Task directions:
Check each line of the data below for the word "Club", then extract the ones that have it.

Extracted records:
──────────────────────────────
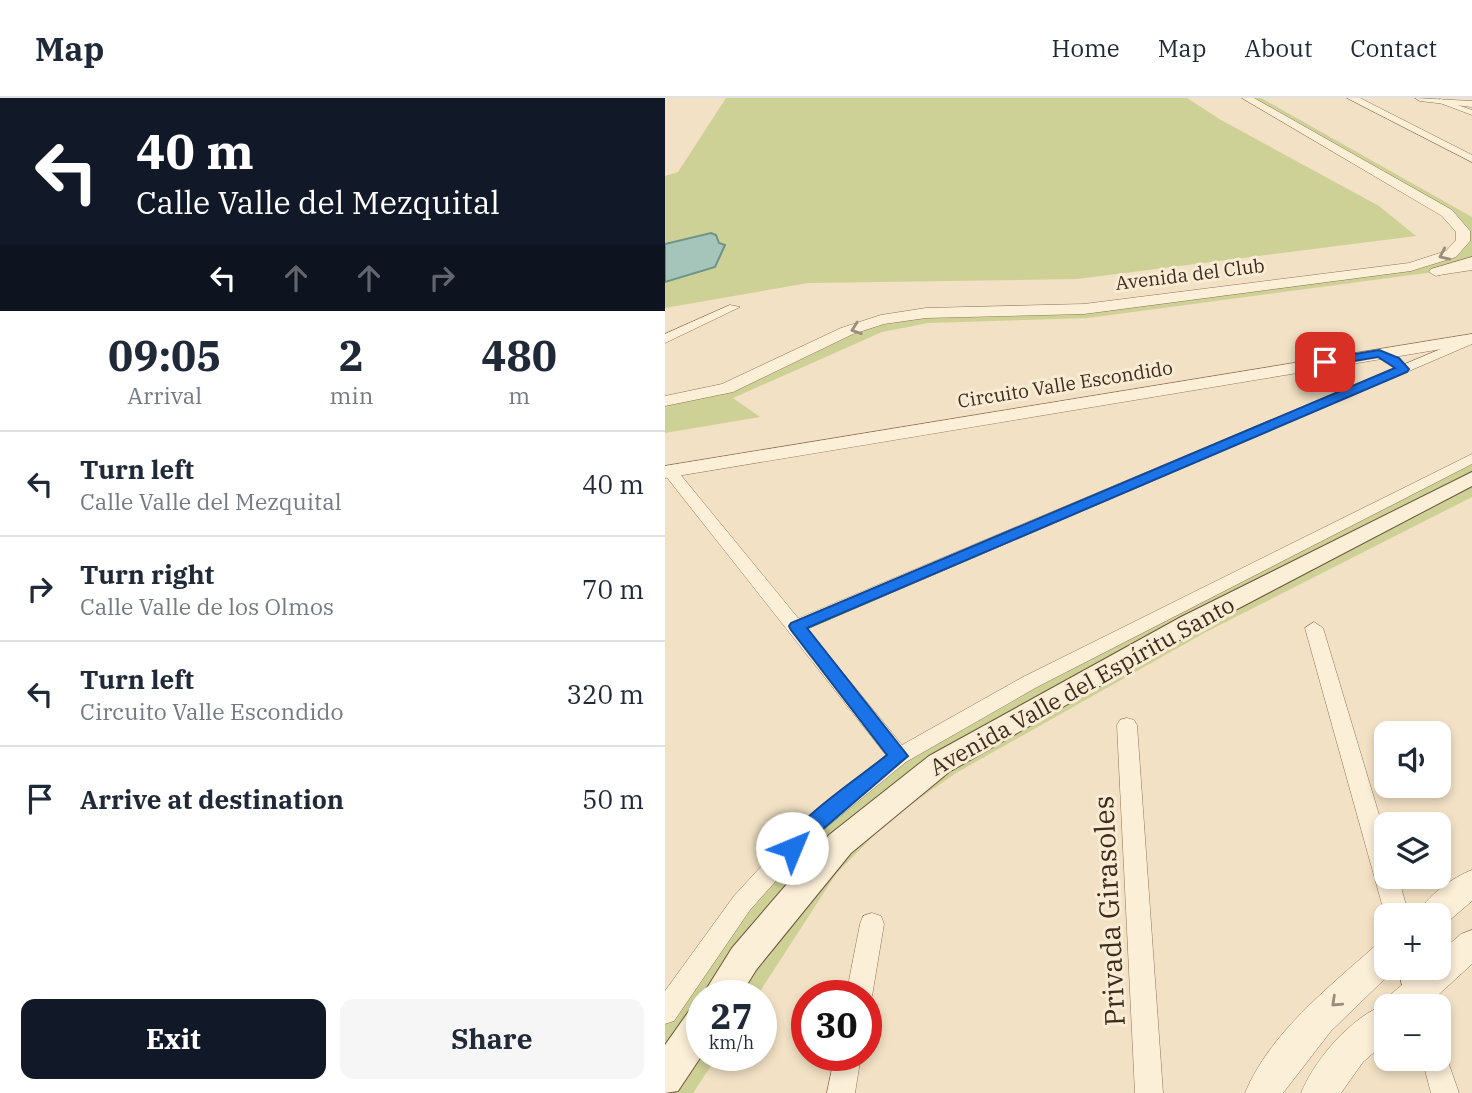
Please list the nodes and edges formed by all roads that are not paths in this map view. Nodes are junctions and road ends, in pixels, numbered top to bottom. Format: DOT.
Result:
graph roads {
  1 [pos="1247,98"];
  2 [pos="1261,98"];
  3 [pos="1352,98"];
  4 [pos="1421,98"];
  5 [pos="1443,101"];
  6 [pos="1472,104"];
  7 [pos="1472,113"];
  8 [pos="1472,159"];
  9 [pos="1470,217"];
  10 [pos="1472,261"];
  11 [pos="1472,267"];
  12 [pos="1424,271"];
  13 [pos="734,307"];
  14 [pos="665,339"];
  15 [pos="1472,340"];
  16 [pos="1379,353"];
  17 [pos="1403,369"];
  18 [pos="667,406"];
  19 [pos="1472,458"];
  20 [pos="668,472"];
  21 [pos="1472,478"];
  22 [pos="797,626"];
  23 [pos="1314,628"];
  24 [pos="1127,725"];
  25 [pos="899,756"];
  26 [pos="1472,883"];
  27 [pos="1394,903"];
  28 [pos="1448,903"];
  29 [pos="872,924"];
  30 [pos="1472,944"];
  31 [pos="1374,967"];
  32 [pos="731,980"];
  33 [pos="862,980"];
  34 [pos="1412,993"];
  35 [pos="665,1012"];
  36 [pos="1374,1031"];
  37 [pos="686,1047"];
  38 [pos="845,1071"];
  39 [pos="1439,1071"];
  40 [pos="665,1078"];
  41 [pos="841,1093"];
  42 [pos="1149,1093"];
  43 [pos="1263,1093"];
  44 [pos="1319,1093"];
  45 [pos="1445,1093"];
  1 -- 12 [label="street, Avenida del Club, one-way"];
  2 -- 9 [label="street"];
  3 -- 8 [label="street"];
  4 -- 5 [label="street"];
  5 -- 6 [label="street"];
  5 -- 7 [label="street"];
  10 -- 12 [label="street, Avenida del Club"];
  11 -- 12 [label="street, Avenida del Club"];
  12 -- 18 [label="street, Avenida del Club"];
  13 -- 14 [label="street"];
  15 -- 16 [label="street, Circuito Valle Escondido"];
  15 -- 17 [label="street"];
  16 -- 17 [label="street"];
  16 -- 20 [label="street, Circuito Valle Escondido"];
  17 -- 22 [label="street"];
  19 -- 25 [label="street"];
  20 -- 22 [label="street"];
  21 -- 32 [label="main road, Avenida Valle del Espíritu Santo"];
  22 -- 25 [label="street"];
  23 -- 27 [label="street"];
  24 -- 42 [label="street, Privada Girasoles"];
  25 -- 35 [label="street"];
  26 -- 28 [label="street"];
  29 -- 33 [label="street"];
  30 -- 34 [label="street"];
  31 -- 43 [label="street, one-way"];
  36 -- 44 [label="street"];
  37 -- 40 [label="main road"];
  38 -- 41 [label="street"];
  39 -- 45 [label="street"];
}
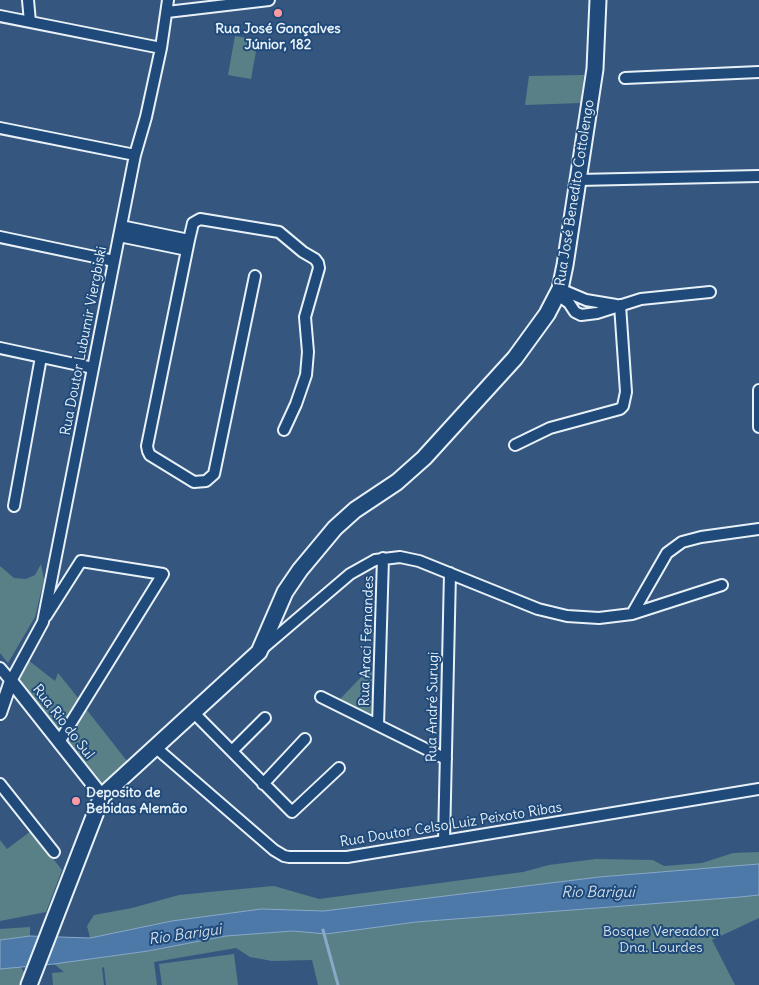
──────────────────────────────
Your solution:
  1 -- 12 [label="street, Avenida del Club, one-way"];
  10 -- 12 [label="street, Avenida del Club"];
  11 -- 12 [label="street, Avenida del Club"];
  12 -- 18 [label="street, Avenida del Club"];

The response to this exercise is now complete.